We, who have been her students,
Matriculated clerks
In scholia of imprudence
And vast, veneral Works,
Taken and passed our orals,
Salute her classic poise:
Ur-Satirist of Morals
And Mother of our Joys.
This is donnish and comic. In Hecht's new book, however, the poem "Elders" is an earnest portrait of the sources and consequences of lust:
As a boy he was awkward, pimpled, unpopular,
Disdained by girls, avoided by other boys,
An acned solitary. But bold and spectacular
The lubricious dreams that such a one enjoys....

And so it went year by tormented year,
His yearnings snarled in some tight, muddled sensation
Of violence, a gout of imperiousness, fear
And resentment yeasting in ulcered incubation.
It is characteristic of Hecht that this description, however personal its source, is meant to apply to one of the "elders" in the biblical story who watched Susanna bathe. The self-disgust of the poem is tamed by giving it a respectable frame, by turning it into an allusion. And the language itself conspires in this taming: the rhyme scheme, the rhythm, the Latinate diction all ward off any real violence of feeling.

Nor is such violence attained even when Hecht's language is deliberately coarse:

I have been in this bar
For close to seven days.
The dark girl over there,
For a modest dollar, lays.

And you can get a blow-job
Where other men have pissed
In the little room that's sacred
To the Evangelist.

This might be a monologue by any pimp or drunk, but in fact it is spoken by "The Man Who Married Magdalene," from The Hard Hours. To most of Hecht's readers, the Magdalene is not a vital religious symbol, but merely an allusion. One does not feel that the poet himself is really trying to imagine her or her husband. Her presence serves instead to make a low scene more palatable.
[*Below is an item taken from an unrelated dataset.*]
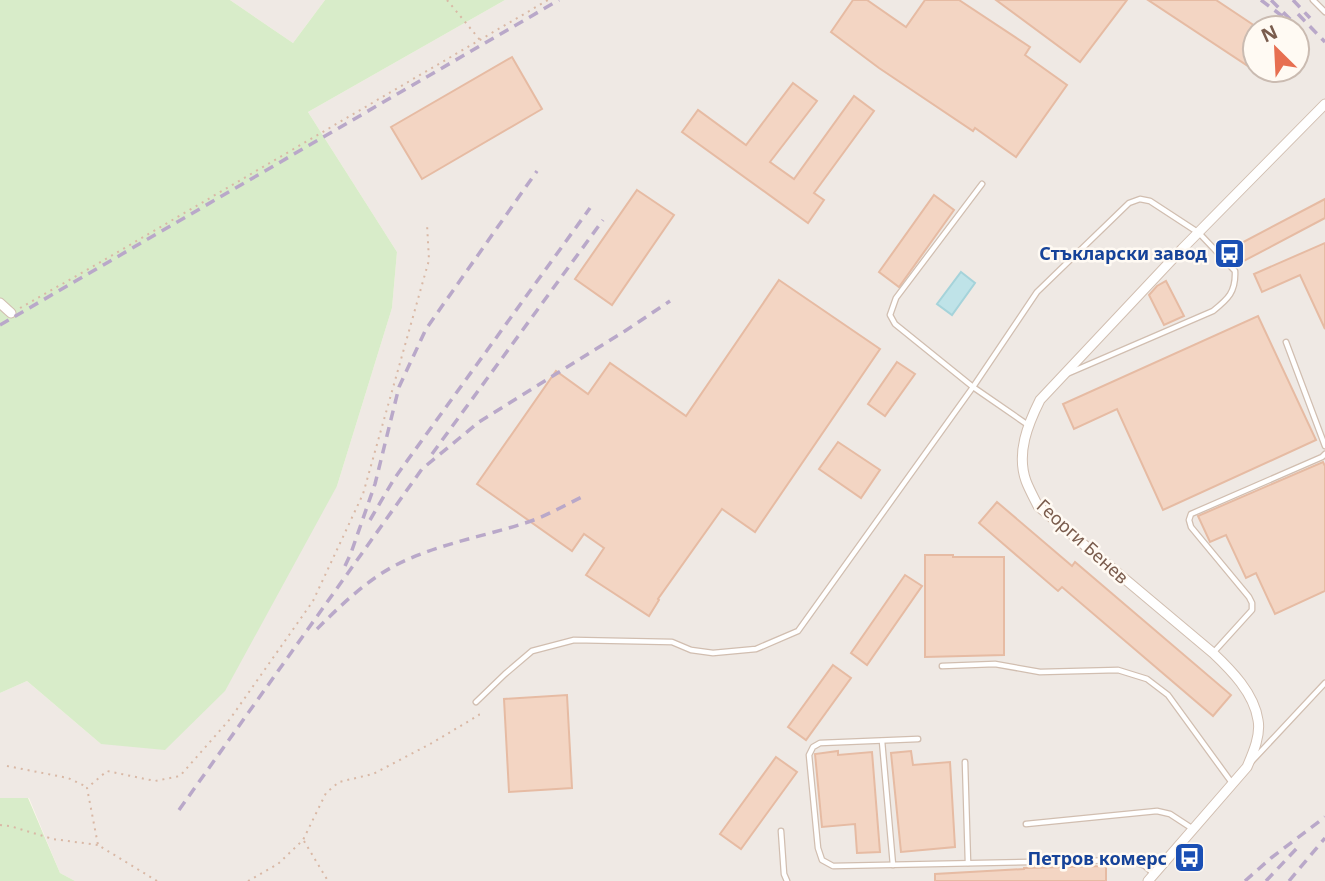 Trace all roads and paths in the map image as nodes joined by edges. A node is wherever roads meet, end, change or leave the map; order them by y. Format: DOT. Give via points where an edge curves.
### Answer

And while there is a moment of genuine scabrousness in these lines — the suggestion that the prostitute's mouth is "where other men have pissed" — other elements work against such a shock. There is the odd use of the word "lays," which is usually not transitive; there is the far-fetched joke about the Evangelist (the "John"). These things work to separate the cultivated author of the poem from its degraded speaker.

The only purpose of creating such a speaker, of course, is to allow the poet to express a similar part of his own nature. Hecht is never prudish or self-regarding when dealing with vices; the man we come to know in his work is highly prone to lust and anger. "Poppy," in his new book, identifies anger as another powerful foe of the light:

It builds like unseen fire deep in a mine,
This igneous, molten wrath,
This smelting torture that rises with the decline
Of reason, signifying death.
But at the same time the man who suffers these vices is usually divorced from the poet who writes about them. This is the cost of Hecht's defensive posture with regard to the values of civilization. He has identified form with reason and reason with goodness, so that his poems, even when they are about evil and degrading things, are always formal, reasonable, and good. But this means that they cannot really express evil and degrading things. They do not allow such things to rise to speech, only to be spoken about.

The allure of such strictness is easy to understand. Hecht's writing life — his first book was published in 1954 — has coincided with a universal abandonment of formal strictness, not least in the poetic sphere. In an essay on Richard Wilbur, Hecht writes of "this poetic era of arrogant solipsism and limp narcissism — when great, shaggy herds of poets write only about themselves, or about the casual workings of their rather tedious minds." In such times, an erudite, sensitive, and earnest poet such as Hecht might well feel that Apollo demands much, too much, of his powers, since the rest of the world has gone over heedlessly to Dionysus.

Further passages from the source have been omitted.